Saya punya kecenderungan buat membanding-bandingkan hidup saya dengan orang lain. Lewat media sosial, saya membandingkan hidup saya dengan teman yang lebih sukses padahal masih seumuran, orang lain yang lebih muda tapi udah hidup enak (menurut standar saya), para pegiat media sosial yang saya nggak kenal tapi kayaknya punya banyak hal yang saya pengenin. 

Katanya sih, aktivitas membandingkan diri sendiri dengan orang lain dipicu dari keinginan untuk mengetahui bahwa diri sendiri tuh lebih baik daripada orang lain. Selain itu, katanya, perasaan yang nggak pernah cukup atas apa yang udah diraih dan dicapai selama ini bikin banyak saya sering membandingkan diri sendiri dengan orang lain.

I know this isn't healthy. Saya jadi merasa (kata kasarnya) nggak berharga. Ngerasa kalo apa yang saya lakukan selama ini sia-sia. Nggak ada hal menonjol. Mungkin emang beneran saya nggak punya hal yang bisa dibanggain, atau standar sukses dan keren menurut saya adalah sesuatu hal yang ada di luar jangkauan. Jadi, mau gimanapun saya berusaha buat jadi sukses (menurut versi saya), yang ada ya cuma jadi usaha kosong aja.

Coba kalo melihat ke belakang selama hampir 7 tahun saya berkarir jadi jurnalis di Kompas TV. Awalnya saya jadi reporter lapangan, liputan berbagai peristiwa politik, sosial, budaya, ikutan dalam beragam peristiwa yang terjadi di Jakarta dan beberapa tempat di Indonesia (plus dua negara di Asia Tenggara). Sampai, kalo nggak salah, 3 tahun kemudian ditempatin di Istana Kepresidenan. Liputan agenda Presiden selama kurang-lebih 3 tahun, keliling Indonesia meski nggak semua tempat dikunjungi, menurut saya udah jadi pengalaman hidup yang nggak bisa dibilang biasa-biasa aja.

Saya juga punya kesempatan buat ketemu orang-orang yang nggak biasa.

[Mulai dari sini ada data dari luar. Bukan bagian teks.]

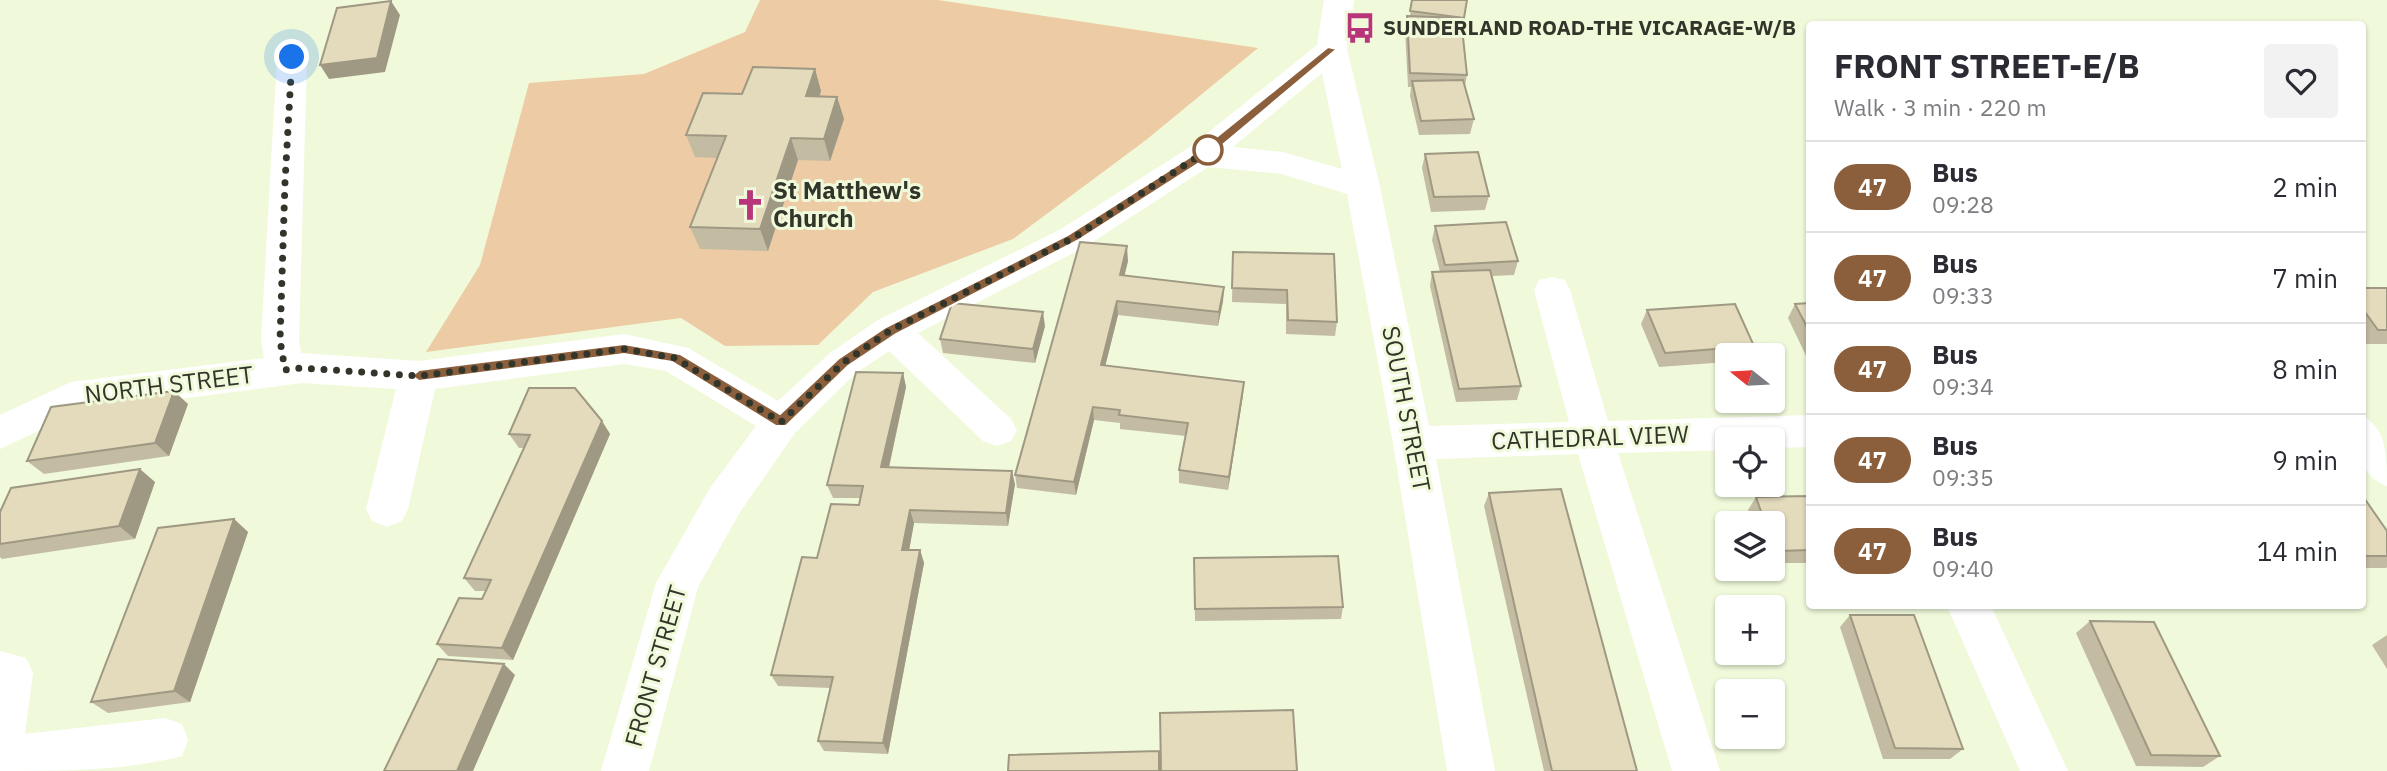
<!DOCTYPE html>
<html lang="en">
<head>
<meta charset="utf-8">
<style>
	:root { --surface:#fff; --page:#f2f2f3; --text:#2b2b33; --muted:#7c7c81; --line:#e1e1e2 }
	body { margin:0; font-family:"IBM Plex Sans",sans-serif; background:var(--page); color:var(--text); height:100vh; display:flex; flex-direction:column; font-size:26px; white-space:nowrap }
	* { box-sizing:border-box; margin:0 }
	p { font-size:23px; color:var(--muted) }
	.icon { flex:none; width:38px; height:38px; fill:none; stroke:currentColor; stroke-width:2; stroke-linecap:round; stroke-linejoin:round }
	.map { position:relative; flex:1; overflow:hidden }
	.drawer { position:absolute; left:1806px; top:21px; width:560px; height:588px; display:flex; flex-direction:column; background:var(--surface); border-radius:7px; box-shadow:0 2px 5px #0004 }
	.drawer>* { flex:none }
	.badge { padding:0 14px; border-radius:23px; font-size:24px; line-height:46px }
	.needle { width:46px; rotate:288deg }
	.controls { position:absolute; left:1715px; top:343px; display:grid; gap:14px }
	.controls a { display:grid; place-items:center; width:70px; height:70px; border-radius:7px; background:var(--surface); box-shadow:0 2px 5px #0004; font-size:35px }
	.you { position:absolute; width:35px; height:35px; margin:-18px; border:5px solid #fff; border-radius:50%; background:#1a73e8; box-shadow:0 0 0 10px #1a73e833 }
	.map>.badge { position:absolute; translate:-50% -50%; box-shadow:0 0 0 4px #fff }
	.round { display:grid; place-items:center; flex:none; width:74px; height:74px; border-radius:7px; background:var(--page) }
	.headline { display:flex; align-items:center; justify-content:space-between; height:119px; padding:0 28px }
	h1 { font-size:33px; font-weight:700; line-height:52px }
	ul { padding:0; list-style:none }
	li { display:flex; align-items:center; gap:21px; height:91px; padding:0 28px; border-top:2px solid var(--line) }
	li div { flex:1 }
	li b { display:block; font-size:26px }
	li em { font-style:normal }
	li .badge { min-width:77px; font-weight:700; text-align:center }
	.map>svg:first-child { display:block }
</style>
</head>
<body>
<div class="map">
<svg width="2387" height="771" viewBox="0 0 2387 771">
	<rect width="100%" height="100%" fill="#f0fadb"/>
	<path fill="#edcba4" d="M760 0H938L1258 48 1146 140 1013 239 873 292 818 345 725 346 681 318 426 352 480 265 529 83 644 74 745 32Z"/>
	<g fill="none" stroke-linecap="round" stroke-linejoin="round">
		<path fill="#fff" fill-rule="evenodd" d="M1324 0H1354L1347 49 1380 187 1429 426 1569 422 1534 290 1539 280 1552 277 1565 280 1570 290 1608 421 1810 415V447L1773 448V439H1727V450L1618 453 1720 771H1672L1578 454 1436 459 1495 771H1447L1393 443 1347 194 1282 174 1208 167 1085 247 918 333 1011 419 1017 430 1011 441 997 446 983 441 889 351 856 373 795 433 740 512 698 587 649 771H601L656 583 710 488 756 426 666 371 624 364 435 389 408 509 402 521 387 527 372 521 366 509 396 389 302 383 78 412 0 449V415L71 382 264 358 261 340 277 57 281 50 292 47 303 50 307 57 299 340 301 353 419 361 624 334 688 348 778 401 830 353 878 320 1061 229 1190 147 1317 45ZM1322 73 1342 169 1283 152 1233 147Z
			M2362 416C2387 427 2387 458 2387 486 2354 474 2362 445 2362 416Z
			M1947 606H1991L2068 771H2020Z
			M0 651 26 658 33 673 25 734 165 718 182 724 188 740 182 756C126 771 59 771 0 771Z"/>
	</g>
	<path fill="#c3bca2" d="M1412 0 1464 18 1462 28 1467 75 1465 86 1474 119 1470 134 1419 135 1410 96 1411 87H1408L1405 30 1407 16H1410Z
		M815 69 821 91 820 96 837 97 844 119 830 161 798 160 768 251 700 249 690 227 717 158 695 157 686 135 742 94Z
		M1425 154 1489 196 1485 210 1431 212 1422 168Z
		M1435 226 1518 261 1514 275 1492 276 1521 386 1517 400 1456 402 1430 286 1432 272H1440L1432 240Z
		M1233 252 1337 322 1335 336 1286 334V304L1232 302Z
		M1128 261 1124 276 1224 287 1223 301 1218 326 1118 315 1105 366 1243 395 1228 490 1179 483V470L1186 436 1120 429V423L1094 420 1076 495 1017 488 1015 475Z
		M2362 288H2387V344H2362Z
		M1810 303V360H1808L1788 318 1795 304Z
		M1647 310 1754 346 1749 355H1727V362L1659 367 1641 324Z
		M1045 326 1035 363 943 353 940 339Z
		M903 373 906 387 889 468 1015 484 1008 526 914 523 909 550H920L924 563 888 754 824 751 818 741 831 688 778 686 771 675 817 558 859 505 860 498H833L827 485Z
		M188 404 169 456 44 474 27 461Z
		M602 421 610 434 513 660 448 656 437 644 482 599 486 591H475L464 578 525 448H519L509 434Z
		M155 482 135 539 2 559 0 557V512Z
		M1489 493 1637 771H1544L1484 506Z
		M2362 495 2387 531V567L2386 568H2362Z
		M1810 496V563H1773V523H1752L1748 510 1756 497Z
		M234 519 248 532 190 702 108 713 91 702Z
		M1194 558 1343 607 1341 619 1195 621Z
		M1850 615 1963 749 1950 759H1883L1840 627Z
		M2090 621 2220 756 2203 767 2136 766 2076 633Z
		M2387 635V669L2372 645Z"/>
	<path fill="#9f9984" d="M391 1 400 15 385 72 329 79 320 65Z
		M815 69 821 91 812 118 806 96Z
		M837 97 844 119 830 161 824 139Z
		M791 138 798 160 768 251 760 229Z
		M1127 246 1128 261 1121 290 1120 275Z
		M1224 287 1223 301 1218 326 1219 312Z
		M1117 301 1118 315 1102 379 1101 365Z
		M1043 312 1045 326 1035 363 1033 349Z
		M903 373 906 387 886 480 881 467Z
		M1244 382 1243 395 1228 490 1229 477Z
		M174 391 188 404 169 456 155 443Z
		M1093 407 1094 420 1076 495 1074 482Z
		M602 421 610 434 513 660 502 648Z
		M140 469 155 482 135 539 119 526Z
		M1012 471 1015 484 1008 526 1006 513Z
		M910 510 914 523 907 562 902 550Z
		M234 519 248 532 190 702 174 691Z
		M920 550 924 563 888 754 883 743Z
		M504 664 515 675 473 771H457Z"/>
	<path fill="#e3dbbc" stroke="#9f9984" stroke-width="2" d="M1412 0H1467L1464 18 1410 11Z
		M391 1 377 58 320 65 337 8Z
		M1407 16 1461 18 1467 75 1410 73Z
		M753 67 815 69 806 96 837 97 824 139 791 138 760 229 690 227 726 136 686 135 703 93 742 94Z
		M1463 80 1474 119 1421 121 1412 81Z
		M1478 152 1489 196 1434 197 1425 154Z
		M1506 222 1518 261 1445 265 1435 226Z
		M1080 242 1127 246 1120 275 1224 287 1219 312 1117 301 1101 365 1244 382 1229 477 1179 470 1188 423 1119 415 1120 410 1093 407 1074 482 1015 475Z
		M1233 252 1334 254 1337 322 1288 320 1287 290 1232 288Z
		M1490 270 1521 386 1459 389 1432 272Z
		M2362 288H2387V330H2378L2362 308Z
		M952 303 1043 312 1033 349 940 339Z
		M1810 303V333L1795 304Z
		M1735 304 1754 346 1665 353 1647 310Z
		M856 372 903 373 881 467 1012 471 1006 513 910 510 902 550H920L883 743 818 741 833 677 771 675 802 557 817 558 831 504 859 505 863 486 827 485Z
		M529 388H575L602 421 502 648 437 644 459 598 482 599 491 580 464 578 530 435 509 434Z
		M174 391 155 443 27 461 51 407Z
		M140 469 119 526 0 544V512L11 488Z
		M1561 489 1637 771H1552L1489 493Z
		M2362 495 2387 531V556H2362Z
		M1810 496V550L1774 551 1773 546V523H1765L1756 497Z
		M234 519 174 691 91 702 158 528Z
		M1338 556 1343 607 1195 609 1194 558Z
		M1850 615H1914L1963 749 1895 748Z
		M2090 621 2154 622 2220 756 2151 755Z
		M438 659 504 664 457 771H384Z
		M1293 710 1297 771H1161L1160 713Z
		M1159 751V771H1008L1009 755Z"/>
	<path fill="#8b5e3c" stroke="#fff" stroke-width="2" d="M1328 47 1337 49 1207 158 1077 241 896 334 848 366 786 426H776L672 362 624 354 419 381 412 376 419 370 624 344 680 354 780 414 838 359 886 327 1068 235 1198 152Z"/>
	<g fill="none" stroke-linecap="round" stroke-linejoin="round">
		<path stroke="#32362a" stroke-width="7" stroke-dasharray="0 12.6" d="M292 57 285 182 280 340 285 370 302 368 419 376 624 349 675 358 781 422 843 363 891 330 1073 238 1208 150"/>
	</g>
	<defs>
		<symbol id="bus-bare" viewBox="-9 -9 18 18"><path d="M-5-6H5V4H4V6H2V4H-2V6H-4V4H-5ZM-3.5-4V0h7V-4ZM-3.5 1.2v1.5H-2V1.2ZM2 1.2v1.5H3.5V1.2Z" fill="#b9357b" stroke="#f0fadb" stroke-width="2.5" paint-order="stroke"/></symbol>
		<symbol id="church-bare" viewBox="-9 -9 18 18"><path d="M-1.2-6h2.4v3.5h3.3v2.4h-3.3V6h-2.4V-.1h-3.3v-2.4h3.3Z" fill="#b9357b" stroke="#f0fadb" stroke-width="2.5" paint-order="stroke"/></symbol>
	</defs>
	<g fill-rule="evenodd">
		<use href="#bus-bare" x="1338" y="6" width="44" height="44"/>
		<use href="#church-bare" x="728" y="183" width="44" height="44"/>
	</g>
	<circle fill="#fff" stroke="#8b5e3c" stroke-width="3.5" cx="1208" cy="150" r="14"/>
	<g text-anchor="middle" stroke-width="6" stroke-linejoin="round" paint-order="stroke">
		<g font-size="21" font-weight="bold" fill="#32362a" stroke="#f0fadb" text-anchor="start">
			<text x="1383" y="35">SUNDERLAND ROAD-THE VICARAGE-W/B</text>
		</g>
		<g font-size="24" font-weight="bold" fill="#32362a" stroke="#f0fadb" text-anchor="start">
			<text x="773" y="199">St Matthew's<tspan x="773" dy="28">Church</tspan></text>
		</g>
		<g font-size="24" fill="#32362a" stroke="#f0fadb">
			<text transform="translate(169 385) rotate(-7)" y="8">NORTH STREET</text>
			<text transform="translate(1406 409) rotate(79)" y="8">SOUTH STREET</text>
			<text transform="translate(1590 438) rotate(-2)" y="8">CATHEDRAL VIEW</text>
			<text transform="translate(656 666) rotate(-74)" y="8">FRONT STREET</text>
		</g>
	</g>
</svg>
<div class="controls">
<a><svg class="needle" viewBox="-14 -14 28 28"><path d="M0-13l5 13h-10z" fill="#e53935"/><path d="M0 13l5-13h-10z" fill="#7c7c81"/></svg></a>
<a><svg class="icon" aria-label="locate" viewBox="0 0 24 24"><circle cx="12" cy="12" r="6"/><path d="M12 2v4M12 18v4M2 12h4M18 12h4"/></svg></a>
<a><svg class="icon" aria-label="layers" viewBox="0 0 24 24"><path d="M12 4l9 5-9 5-9-5zM3 14l9 5 9-5"/></svg></a>
<a>+</a>
<a>−</a>
</div>
<div class="you" style="left:292px;top:57px"></div>
<section class="drawer">
<div class="headline"><div><h1>FRONT STREET-E/B</h1><p>Walk · 3 min · 220 m</p></div><a class="round"><svg class="icon" aria-label="heart" viewBox="0 0 24 24"><path d="M12 20l-8-8c-3-5 5-10 8-4 3-6 11-1 8 4z"/></svg></a></div>
<ul>
<li><span class="badge" style="background:#8b5e3c;color:#fff">47</span><div><b>Bus</b><p>09:28</p></div><em>2 min</em></li>
<li><span class="badge" style="background:#8b5e3c;color:#fff">47</span><div><b>Bus</b><p>09:33</p></div><em>7 min</em></li>
<li><span class="badge" style="background:#8b5e3c;color:#fff">47</span><div><b>Bus</b><p>09:34</p></div><em>8 min</em></li>
<li><span class="badge" style="background:#8b5e3c;color:#fff">47</span><div><b>Bus</b><p>09:35</p></div><em>9 min</em></li>
<li><span class="badge" style="background:#8b5e3c;color:#fff">47</span><div><b>Bus</b><p>09:40</p></div><em>14 min</em></li>
</ul>
</section>
</div>
</body>
</html>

Orang-orang yang bagi sebagian orang cuma bisa dilihat di televisi, baca di koran, tau bagaimana wajahnya tapi belum pernah ketemu orangnya langsung. Saya punya kesempatan itu. Saya juga pergi ke tempat-tempat yang nggak pernah saya bayangin sebelumnya. Kamar mayat, rumah duka, dermaga, markas TNI, penjara, Istana Kepresidenan, dan tempat-tempat lain yang bikin saya bersyukur punya kesempatan yang nggak dimiliki semua orang.

Jadi, sebagai afirmasi, janganlah terus-terusan melihat kehidupan orang lain yang ditampilkan di media sosial. Karena pada dasarnya apa yang mereka tampilkan tuh yang terbaiknya aja, saya nggak pernah tau perjuangan atau cerita yang pernah terjadi di balik semua postingan yang indah-indah itu. Mungkin emang mereka kerja lebih keras dari saya dan bener-bener berusaha buat mewujudkan hidup yang mereka jalani sekarang, makanya mereka bisa jadi mereka dan saya jadilah saya.

Meski hidup ini nggak selamanya baik, nggak selamanya menyenangkan, tapi bisa jadi hidup yang saya jalani sekarang tuh adalah hidup yang terbaik buat saya. Bukan yang saya mau, jelas, tapi hidup yang ideal untuk saat ini.